── SOURCE MATERIAL ──

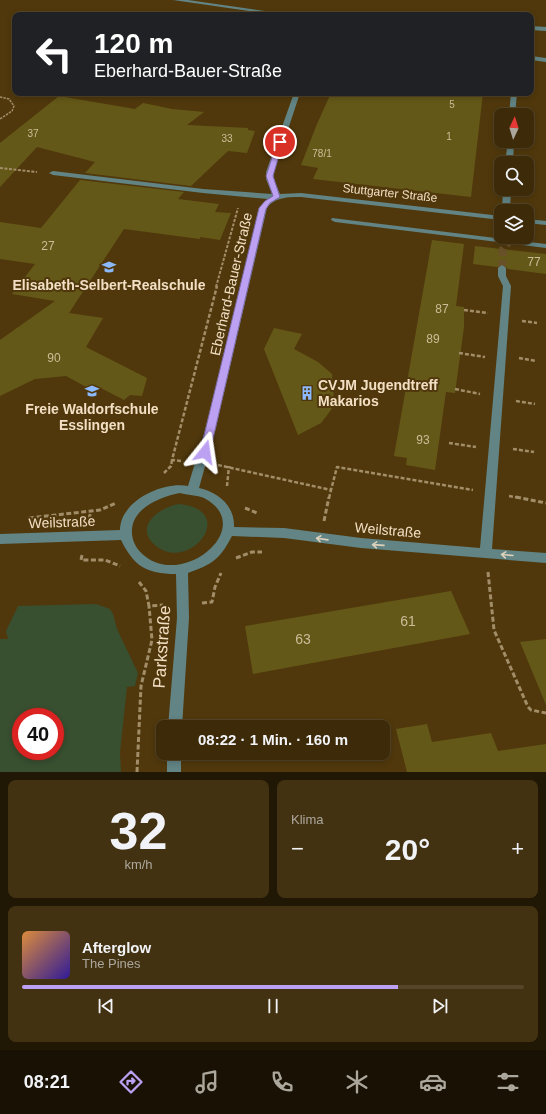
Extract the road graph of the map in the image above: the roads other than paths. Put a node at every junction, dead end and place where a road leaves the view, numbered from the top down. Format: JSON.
{"nodes":[{"id":1,"x":176,"y":0,"type":"edge"},
{"id":2,"x":266,"y":12,"type":"edge"},
{"id":3,"x":534,"y":28,"type":"edge"},
{"id":4,"x":546,"y":29,"type":"edge"},
{"id":5,"x":534,"y":58,"type":"edge"},
{"id":6,"x":546,"y":60,"type":"edge"},
{"id":7,"x":296,"y":96,"type":"edge"},
{"id":8,"x":514,"y":96,"type":"edge"},
{"id":9,"x":513,"y":108,"type":"edge"},
{"id":10,"x":53,"y":173,"type":"road end"},
{"id":11,"x":277,"y":197,"type":"junction"},
{"id":12,"x":494,"y":217,"type":"edge"},
{"id":13,"x":335,"y":220,"type":"dead end"},
{"id":14,"x":534,"y":222,"type":"edge"},
{"id":15,"x":546,"y":223,"type":"edge"},
{"id":16,"x":494,"y":237,"type":"edge"},
{"id":17,"x":534,"y":244,"type":"edge"},
{"id":18,"x":546,"y":246,"type":"edge"},
{"id":19,"x":502,"y":268,"type":"tunnel mouth"},
{"id":20,"x":193,"y":490,"type":"junction"},
{"id":21,"x":229,"y":531,"type":"junction"},
{"id":22,"x":126,"y":535,"type":"junction"},
{"id":23,"x":0,"y":539,"type":"edge"},
{"id":24,"x":486,"y":553,"type":"junction"},
{"id":25,"x":546,"y":558,"type":"edge"},
{"id":26,"x":182,"y":570,"type":"junction"},
{"id":27,"x":176,"y":720,"type":"edge"},
{"id":28,"x":174,"y":760,"type":"edge"},
{"id":29,"x":174,"y":772,"type":"edge"}],
"edges":[{"from":1,"to":2,"type":"street"},
{"from":3,"to":4,"type":"street"},
{"from":5,"to":6,"type":"street"},
{"from":7,"to":11,"type":"street"},
{"from":8,"to":9,"type":"street"},
{"from":10,"to":11,"type":"street","name":"Stuttgarter Straße"},
{"from":11,"to":12,"type":"street","name":"Stuttgarter Straße"},
{"from":11,"to":20,"type":"street","name":"Eberhard-Bauer-Straße"},
{"from":13,"to":16,"type":"street"},
{"from":14,"to":15,"type":"street"},
{"from":17,"to":18,"type":"street"},
{"from":19,"to":24,"type":"street"},
{"from":20,"to":21,"type":"street"},
{"from":20,"to":22,"type":"street"},
{"from":24,"to":21,"type":"street","name":"Weilstraße","one_way":true},
{"from":21,"to":26,"type":"street"},
{"from":22,"to":23,"type":"street","name":"Weilstraße"},
{"from":22,"to":26,"type":"street"},
{"from":25,"to":24,"type":"street","name":"Weilstraße","one_way":true},
{"from":26,"to":27,"type":"street","name":"Parkstraße"},
{"from":28,"to":29,"type":"street"}]}
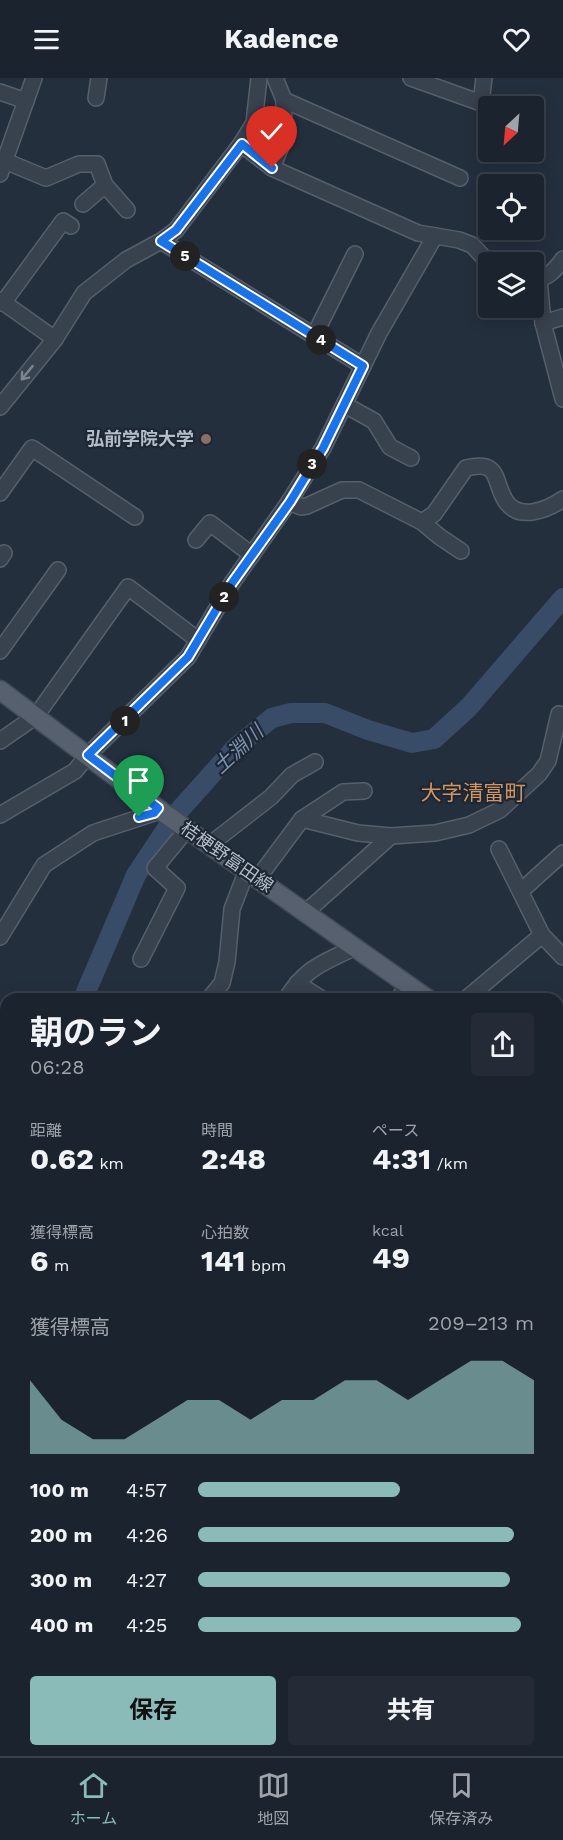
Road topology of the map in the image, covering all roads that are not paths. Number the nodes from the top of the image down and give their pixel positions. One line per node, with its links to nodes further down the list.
1 (34, 78): 10 (street)
2 (99, 78): 8 (street)
3 (259, 78): 11 (street)
4 (275, 78): 9 (street)
5 (411, 78): 6 (street)
6 (484, 78)
7 (0, 92): 10 (street)
8 (96, 98)
9 (284, 100): 13 (street); 14 (street)
10 (26, 102): 12 (street)
11 (242, 144): 13 (street); 20 (street)
12 (2, 168): 15 (street)
13 (272, 168): 19 (street)
14 (460, 178)
15 (105, 185): 16 (street); 17 (street)
16 (83, 204)
17 (127, 210)
18 (71, 226): 25 (street)
19 (435, 236): 21 (street); 31 (street)
20 (161, 241): 29 (street); 30 (street)
21 (479, 252)
22 (355, 254): 29 (street)
23 (563, 259): 24 (street)
24 (544, 275)
25 (2, 302): 30 (street)
26 (563, 317): 28 (street)
27 (542, 318): 28 (street)
28 (543, 323): 32 (street)
29 (314, 336): 31 (street)
30 (55, 339): 34 (street, one-way to 34)
31 (363, 366): 33 (street)
32 (563, 398)
33 (345, 405): 35 (street); 38 (street)
34 (0, 407)
35 (411, 458)
36 (0, 493): 39 (street)
37 (563, 499): 40 (street)
38 (290, 502): 40 (street); 43 (street)
39 (135, 518)
40 (422, 522): 42 (street)
41 (196, 540): 43 (street)
42 (460, 551)
43 (252, 555): 45 (street)
44 (58, 570): 46 (street)
45 (198, 640): 49 (street); 51 (street)
46 (0, 651)
47 (0, 690): 49 (main road, 桔梗野富田線)
48 (559, 714): 58 (street)
49 (36, 716): 50 (street); 51 (main road, 桔梗野富田線)
50 (0, 741)
51 (88, 755): 54 (main road, 桔梗野富田線); 55 (street)
52 (315, 762): 59 (street)
53 (364, 791): 56 (street)
54 (163, 812): 57 (main road, 桔梗野富田線); 66 (street)
55 (0, 815)
56 (302, 819): 58 (street); 62 (street)
57 (187, 827): 59 (main road, 桔梗野富田線); 69 (street)
58 (391, 836): 64 (street)
59 (212, 846): 62 (main road, 桔梗野富田線)
60 (499, 849): 63 (street)
61 (563, 854): 63 (street)
62 (252, 874): 64 (main road, 桔梗野富田線); 72 (street)
63 (521, 891): 65 (street)
64 (306, 912): 67 (main road, 桔梗野富田線)
65 (542, 935): 68 (street); 75 (street)
66 (0, 937)
67 (355, 947): 70 (street); 71 (main road, 桔梗野富田線)
68 (563, 957)
69 (141, 959)
70 (297, 983): 73 (street); 74 (street)
71 (403, 991)
72 (214, 993)
73 (290, 993)
74 (313, 993)
75 (473, 993)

───

Where does the word "image" occur in the data? Copy every line that has it.

• **YOUR SOLUTION**
Extract the road graph of the map in the image above: the roads other than paths. Put a node at every junction, dead end and place where a road leaves the view, numbered from the top down. Format: JSON.
Road topology of the map in the image, covering all roads that are not paths. Number the nodes from the top of the image down and give their pixel positions. One line per node, with its links to nodes further down the list.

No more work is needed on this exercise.